Sunday, September 30, 2007

Where Humans Tread, Destruction Follows

I had so gotten used to the idea of moving around everyday with the help of gasoline that I had forgotten that there will come a time when the world will eventually run out of sources to get our present kind of gasoline from. Yes, fossil fuel from which we get our gasoline will not last forever and the Arab nations will soon have dry oil wells. This is probably why the search for alternative fuel resources like biofuel has been stepped up one notch.

Rumor has it that Zubiri, one of the senators of the Philippines, is a staunch supporter of developing biofuel. This is why during the conflict in the recently concluded senatorial elections, my husband hoped Zubiri would win over Pimentel. I have since shared to my husband though that this seemingly environmentally friendly alternative energy source has a dark side.

While I was doing a writing project I discovered that biofuel may yet again be another manifestation of our race’s destructive capabilities. Today, Indonesia and Malaysia combined supply more than 80% of the worldwide demand for biofuel. Because of the great demand for it, a large part of both countries’ forest areas have been cleared to make way for palm plantations that are one of the sources of biofuel. The result is another drastic damage to the delicate balance of nature.

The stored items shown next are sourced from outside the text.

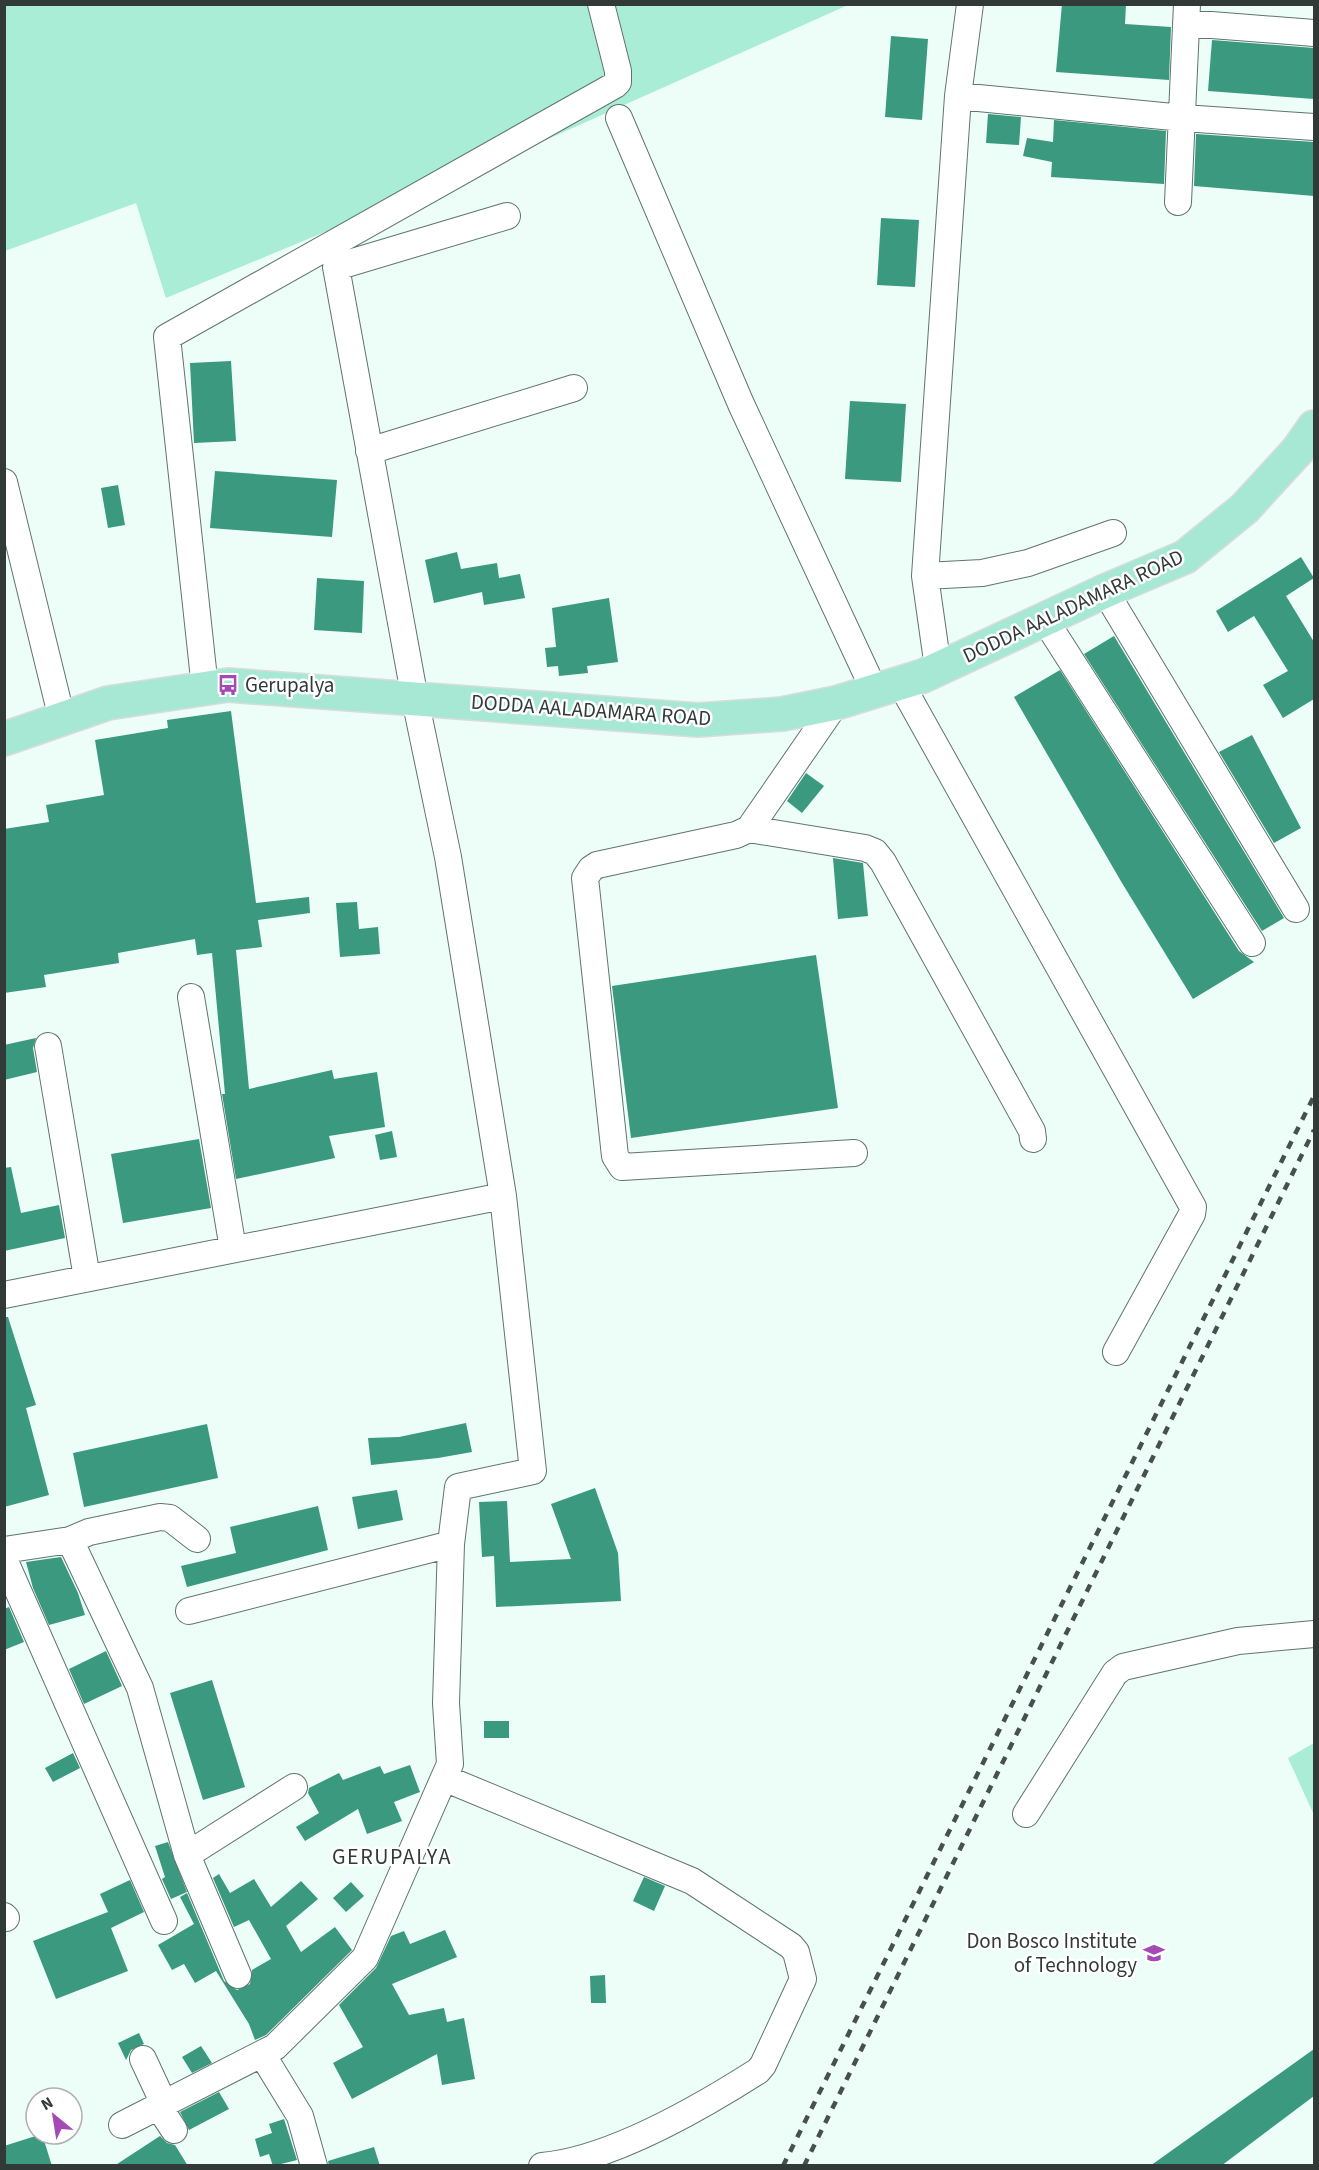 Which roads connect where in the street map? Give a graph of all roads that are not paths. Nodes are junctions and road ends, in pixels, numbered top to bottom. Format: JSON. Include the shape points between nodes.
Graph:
{"nodes":[{"id":1,"x":601,"y":4,"type":"edge"},
{"id":2,"x":970,"y":4,"type":"edge"},
{"id":3,"x":1187,"y":14,"type":"edge"},
{"id":4,"x":1314,"y":33,"type":"edge"},
{"id":5,"x":958,"y":96,"type":"junction"},
{"id":6,"x":619,"y":118,"type":"dead end"},
{"id":7,"x":1183,"y":118,"type":"junction"},
{"id":8,"x":1314,"y":126,"type":"edge"},
{"id":9,"x":1178,"y":202,"type":"dead end"},
{"id":10,"x":507,"y":216,"type":"dead end"},
{"id":11,"x":574,"y":388,"type":"dead end"},
{"id":12,"x":1314,"y":427,"type":"edge"},
{"id":13,"x":369,"y":451,"type":"junction"},
{"id":14,"x":4,"y":482,"type":"edge"},
{"id":15,"x":1113,"y":533,"type":"dead end"},
{"id":16,"x":925,"y":576,"type":"junction"},
{"id":17,"x":1105,"y":591,"type":"junction"},
{"id":18,"x":1045,"y":620,"type":"junction"},
{"id":19,"x":938,"y":668,"type":"junction"},
{"id":20,"x":205,"y":688,"type":"junction"},
{"id":21,"x":888,"y":688,"type":"junction"},
{"id":22,"x":415,"y":699,"type":"junction"},
{"id":23,"x":836,"y":703,"type":"junction"},
{"id":24,"x":62,"y":719,"type":"junction"},
{"id":25,"x":4,"y":739,"type":"edge"},
{"id":26,"x":749,"y":829,"type":"junction"},
{"id":27,"x":1296,"y":909,"type":"dead end"},
{"id":28,"x":1252,"y":943,"type":"dead end"},
{"id":29,"x":191,"y":997,"type":"dead end"},
{"id":30,"x":48,"y":1046,"type":"dead end"},
{"id":31,"x":1033,"y":1140,"type":"dead end"},
{"id":32,"x":854,"y":1153,"type":"dead end"},
{"id":33,"x":503,"y":1196,"type":"junction"},
{"id":34,"x":233,"y":1249,"type":"junction"},
{"id":35,"x":87,"y":1278,"type":"junction"},
{"id":36,"x":4,"y":1295,"type":"edge"},
{"id":37,"x":1116,"y":1352,"type":"dead end"},
{"id":38,"x":197,"y":1539,"type":"dead end"},
{"id":39,"x":70,"y":1540,"type":"junction"},
{"id":40,"x":451,"y":1544,"type":"junction"},
{"id":41,"x":4,"y":1550,"type":"edge"},
{"id":42,"x":4,"y":1559,"type":"edge"},
{"id":43,"x":189,"y":1611,"type":"dead end"},
{"id":44,"x":1314,"y":1634,"type":"edge"},
{"id":45,"x":444,"y":1778,"type":"junction"},
{"id":46,"x":294,"y":1787,"type":"dead end"},
{"id":47,"x":1026,"y":1814,"type":"dead end"},
{"id":48,"x":187,"y":1856,"type":"junction"},
{"id":49,"x":164,"y":1921,"type":"dead end"},
{"id":50,"x":238,"y":1975,"type":"dead end"},
{"id":51,"x":262,"y":2054,"type":"junction"},
{"id":52,"x":143,"y":2059,"type":"dead end"},
{"id":53,"x":161,"y":2106,"type":"junction"},
{"id":54,"x":123,"y":2126,"type":"dead end"},
{"id":55,"x":174,"y":2130,"type":"dead end"},
{"id":56,"x":555,"y":2165,"type":"edge"},
{"id":57,"x":314,"y":2166,"type":"edge"}],
"edges":[{"from":1,"to":20,"type":"street","via":[[618,71],[615,85],[167,337]]},
{"from":2,"to":5,"type":"street"},
{"from":3,"to":4,"type":"street"},
{"from":3,"to":7,"type":"street"},
{"from":5,"to":7,"type":"street"},
{"from":5,"to":16,"type":"street"},
{"from":6,"to":21,"type":"street","via":[[741,404]]},
{"from":7,"to":8,"type":"street"},
{"from":7,"to":9,"type":"street"},
{"from":10,"to":13,"type":"street","via":[[336,267]]},
{"from":11,"to":13,"type":"street"},
{"from":12,"to":17,"type":"main road","name":"DODDA AALADAMARA ROAD","via":[[1245,508],[1185,557]]},
{"from":13,"to":22,"type":"street"},
{"from":14,"to":24,"type":"street"},
{"from":15,"to":16,"type":"street","via":[[982,573]]},
{"from":16,"to":19,"type":"street"},
{"from":17,"to":18,"type":"main road","name":"DODDA AALADAMARA ROAD"},
{"from":17,"to":27,"type":"street"},
{"from":18,"to":19,"type":"main road","name":"DODDA AALADAMARA ROAD"},
{"from":18,"to":28,"type":"street"},
{"from":19,"to":21,"type":"main road","name":"DODDA AALADAMARA ROAD"},
{"from":20,"to":22,"type":"main road","name":"DODDA AALADAMARA ROAD","via":[[228,685]]},
{"from":20,"to":24,"type":"main road","name":"DODDA AALADAMARA ROAD","via":[[108,703]]},
{"from":21,"to":23,"type":"main road","name":"DODDA AALADAMARA ROAD"},
{"from":21,"to":37,"type":"street","via":[[1193,1207]]},
{"from":22,"to":23,"type":"main road","name":"DODDA AALADAMARA ROAD","via":[[698,720],[782,714]]},
{"from":22,"to":33,"type":"street","via":[[448,857]]},
{"from":23,"to":26,"type":"street"},
{"from":24,"to":25,"type":"main road","name":"DODDA AALADAMARA ROAD"},
{"from":26,"to":31,"type":"street","via":[[875,852],[1027,1121]]},
{"from":26,"to":32,"type":"street","via":[[597,865],[587,873],[615,1156],[627,1168]]},
{"from":29,"to":34,"type":"street"},
{"from":30,"to":35,"type":"street"},
{"from":33,"to":34,"type":"street"},
{"from":33,"to":40,"type":"street","via":[[533,1471],[458,1487]]},
{"from":34,"to":35,"type":"street"},
{"from":35,"to":36,"type":"street"},
{"from":38,"to":39,"type":"street","via":[[170,1518],[160,1517],[89,1532]]},
{"from":39,"to":41,"type":"street"},
{"from":39,"to":48,"type":"street","via":[[140,1688]]},
{"from":40,"to":43,"type":"street"},
{"from":40,"to":45,"type":"street","via":[[446,1703],[450,1764]]},
{"from":42,"to":49,"type":"street"},
{"from":44,"to":47,"type":"street","via":[[1238,1641],[1123,1667],[1115,1673]]},
{"from":45,"to":51,"type":"street","via":[[365,1958],[275,2047]]},
{"from":45,"to":56,"type":"street","via":[[692,1881],[791,1946],[803,1972],[758,2071],[641,2137]]},
{"from":46,"to":48,"type":"street"},
{"from":48,"to":50,"type":"street"},
{"from":51,"to":53,"type":"street"},
{"from":51,"to":57,"type":"street","via":[[300,2116]]},
{"from":52,"to":53,"type":"street"},
{"from":53,"to":54,"type":"street"},
{"from":53,"to":55,"type":"street"}]}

The destruction of forests has displaced the orange haired lovable apes we know as orangutans. Many of these harmless creatures have been brutally killed, injured or left to face the future prospect of starvation. Today, international groups like the Orangutan Conservancy to which the pictures on this post are credited, struggle to save, protect and promote the existence and propagation of orangutans. Unfortunately, there are now only a mere 60,000 of them left in Borneo and Sumatra.

It seems we humans have a way of destroying things wherever we poke our fingers into. My husband says Zubiri will be supporting other efforts for creating sustainable sources of biofuel aside from using palm oil. Let’s hope that this time we don’t end up destroying anything else.


  1. I took Marine Science this sem. It's a sad subject not because it's easy to fail. It's sad because even our prof, Dr Miguel Fortes, often says the line on your title. Our only consolation, he says, is that by the time the world is in ruins we'd be dead. Ummmmm..........?

  2. wala siguro tayong magagawa ngayon kundi ang magdasal at magtipid sa kung anong meron tayo ngayon. Mas gusto ko pa basahain tong blog mo, kaysa manood minsan sa idiot box.ZKEY.Missyah guys...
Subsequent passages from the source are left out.